■ Exercise aim
Take the lines below between the one holding "thumb mcp: (354, 297)" and the one holding "pinky mcp: (245, 175)", inclusive, and copy them exactly. Add nothing.

■ Records
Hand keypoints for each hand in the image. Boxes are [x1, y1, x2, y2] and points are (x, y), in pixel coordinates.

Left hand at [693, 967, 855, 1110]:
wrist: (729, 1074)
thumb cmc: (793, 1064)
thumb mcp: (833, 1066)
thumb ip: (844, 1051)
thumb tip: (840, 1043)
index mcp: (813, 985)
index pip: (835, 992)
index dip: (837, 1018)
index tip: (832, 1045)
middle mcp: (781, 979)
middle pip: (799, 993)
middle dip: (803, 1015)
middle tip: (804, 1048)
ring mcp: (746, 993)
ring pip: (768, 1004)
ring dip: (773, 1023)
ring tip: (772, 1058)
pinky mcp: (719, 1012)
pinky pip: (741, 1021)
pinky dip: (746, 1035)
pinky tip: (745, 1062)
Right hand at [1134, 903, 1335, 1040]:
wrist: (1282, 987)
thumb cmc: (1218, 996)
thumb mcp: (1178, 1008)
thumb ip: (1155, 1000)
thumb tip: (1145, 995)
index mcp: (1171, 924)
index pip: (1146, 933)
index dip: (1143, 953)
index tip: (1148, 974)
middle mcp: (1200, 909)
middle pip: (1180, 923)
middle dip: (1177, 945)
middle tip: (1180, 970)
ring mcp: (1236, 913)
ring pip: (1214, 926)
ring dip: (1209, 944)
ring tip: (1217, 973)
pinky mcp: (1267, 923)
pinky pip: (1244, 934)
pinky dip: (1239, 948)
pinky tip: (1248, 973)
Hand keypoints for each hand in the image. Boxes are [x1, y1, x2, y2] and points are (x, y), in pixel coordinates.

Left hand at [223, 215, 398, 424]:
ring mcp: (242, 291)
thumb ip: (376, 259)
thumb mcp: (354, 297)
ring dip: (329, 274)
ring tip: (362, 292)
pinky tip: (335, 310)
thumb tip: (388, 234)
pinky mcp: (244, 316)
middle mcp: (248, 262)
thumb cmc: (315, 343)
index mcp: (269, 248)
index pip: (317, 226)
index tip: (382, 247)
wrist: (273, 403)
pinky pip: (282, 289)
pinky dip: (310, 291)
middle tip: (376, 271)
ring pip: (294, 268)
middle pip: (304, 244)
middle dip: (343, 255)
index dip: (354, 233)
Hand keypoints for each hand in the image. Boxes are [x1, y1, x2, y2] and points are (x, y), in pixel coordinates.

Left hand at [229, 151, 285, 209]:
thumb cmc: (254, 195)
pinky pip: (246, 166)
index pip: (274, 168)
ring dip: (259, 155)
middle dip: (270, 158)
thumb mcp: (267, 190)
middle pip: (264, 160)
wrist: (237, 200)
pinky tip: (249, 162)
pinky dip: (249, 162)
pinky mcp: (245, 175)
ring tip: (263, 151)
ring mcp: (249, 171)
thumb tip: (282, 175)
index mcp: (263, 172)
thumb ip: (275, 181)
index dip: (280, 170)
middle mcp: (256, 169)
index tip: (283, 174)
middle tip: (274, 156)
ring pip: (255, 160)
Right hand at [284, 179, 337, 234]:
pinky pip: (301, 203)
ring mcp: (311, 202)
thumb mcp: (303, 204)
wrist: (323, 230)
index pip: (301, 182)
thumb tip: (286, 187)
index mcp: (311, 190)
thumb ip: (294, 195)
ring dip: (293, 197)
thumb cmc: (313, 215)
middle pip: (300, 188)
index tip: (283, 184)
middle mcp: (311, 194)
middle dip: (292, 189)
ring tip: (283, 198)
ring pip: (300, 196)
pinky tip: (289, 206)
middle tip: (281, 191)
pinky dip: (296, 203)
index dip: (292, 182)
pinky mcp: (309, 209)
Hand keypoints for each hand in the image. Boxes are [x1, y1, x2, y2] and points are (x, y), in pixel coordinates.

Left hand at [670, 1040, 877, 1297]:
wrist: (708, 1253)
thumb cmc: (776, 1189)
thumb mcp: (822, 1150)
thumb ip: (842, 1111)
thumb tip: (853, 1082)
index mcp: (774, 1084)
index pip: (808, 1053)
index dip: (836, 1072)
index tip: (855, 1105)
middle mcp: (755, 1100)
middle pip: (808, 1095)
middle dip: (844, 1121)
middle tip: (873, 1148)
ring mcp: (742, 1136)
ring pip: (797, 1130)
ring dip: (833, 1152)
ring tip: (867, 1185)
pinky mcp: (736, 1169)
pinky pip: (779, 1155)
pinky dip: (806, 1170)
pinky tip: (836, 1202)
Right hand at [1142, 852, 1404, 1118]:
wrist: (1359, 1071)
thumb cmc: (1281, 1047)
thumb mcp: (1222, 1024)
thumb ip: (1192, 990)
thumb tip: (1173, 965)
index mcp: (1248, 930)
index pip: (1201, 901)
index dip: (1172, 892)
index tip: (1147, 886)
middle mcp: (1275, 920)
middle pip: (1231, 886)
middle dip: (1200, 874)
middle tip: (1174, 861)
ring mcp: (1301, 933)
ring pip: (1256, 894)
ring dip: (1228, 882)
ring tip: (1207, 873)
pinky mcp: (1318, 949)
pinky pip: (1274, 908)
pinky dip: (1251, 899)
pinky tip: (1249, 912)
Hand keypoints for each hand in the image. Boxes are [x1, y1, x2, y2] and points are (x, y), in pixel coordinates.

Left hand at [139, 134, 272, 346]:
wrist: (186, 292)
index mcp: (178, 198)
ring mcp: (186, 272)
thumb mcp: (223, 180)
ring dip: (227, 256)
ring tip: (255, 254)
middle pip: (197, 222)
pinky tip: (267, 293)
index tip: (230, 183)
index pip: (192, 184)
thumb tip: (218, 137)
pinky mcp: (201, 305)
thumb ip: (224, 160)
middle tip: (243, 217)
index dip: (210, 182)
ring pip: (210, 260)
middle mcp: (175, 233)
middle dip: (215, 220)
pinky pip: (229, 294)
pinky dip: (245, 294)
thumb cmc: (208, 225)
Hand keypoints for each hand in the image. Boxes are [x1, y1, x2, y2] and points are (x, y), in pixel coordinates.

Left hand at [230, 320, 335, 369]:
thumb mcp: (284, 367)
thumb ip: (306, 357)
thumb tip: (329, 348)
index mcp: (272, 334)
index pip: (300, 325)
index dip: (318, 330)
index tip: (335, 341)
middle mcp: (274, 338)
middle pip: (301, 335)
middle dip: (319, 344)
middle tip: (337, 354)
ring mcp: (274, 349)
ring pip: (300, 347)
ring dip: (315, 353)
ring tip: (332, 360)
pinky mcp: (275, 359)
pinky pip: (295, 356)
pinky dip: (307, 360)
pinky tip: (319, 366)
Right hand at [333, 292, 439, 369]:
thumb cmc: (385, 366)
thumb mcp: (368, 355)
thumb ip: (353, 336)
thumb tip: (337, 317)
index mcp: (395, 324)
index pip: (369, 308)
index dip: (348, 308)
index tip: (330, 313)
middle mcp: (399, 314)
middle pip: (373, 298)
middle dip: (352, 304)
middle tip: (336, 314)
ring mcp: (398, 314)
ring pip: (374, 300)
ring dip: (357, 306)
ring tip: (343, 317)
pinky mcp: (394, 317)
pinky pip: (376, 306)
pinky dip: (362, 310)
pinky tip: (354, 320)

■ Completed exercise
thumb mcp: (354, 297)
ring dip: (329, 274)
ring tip: (362, 292)
pinky tip: (335, 310)
thumb tip: (388, 234)
pinky mcp: (244, 316)
middle mcp: (248, 262)
thumb cmc: (315, 343)
index mcp: (269, 248)
index pip: (317, 226)
index tip: (382, 247)
wrist: (273, 403)
pinky pip: (282, 289)
pinky dip: (310, 291)
middle tip: (376, 271)
ring pip: (294, 268)
middle pip: (304, 244)
middle dip: (343, 255)
index dip: (354, 233)
Hand keypoints for each hand in the image. Boxes are [x1, y1, x2, y2] and points are (x, y), in pixel coordinates.

Left hand at [229, 151, 285, 209]:
thumb cmc: (254, 195)
pinky pip: (246, 166)
index pip: (274, 168)
ring dip: (259, 155)
middle dip: (270, 158)
thumb mcp: (267, 190)
middle pip: (264, 160)
wrist: (237, 200)
pinky tip: (249, 162)
pinky dip: (249, 162)
pinky mcp: (245, 175)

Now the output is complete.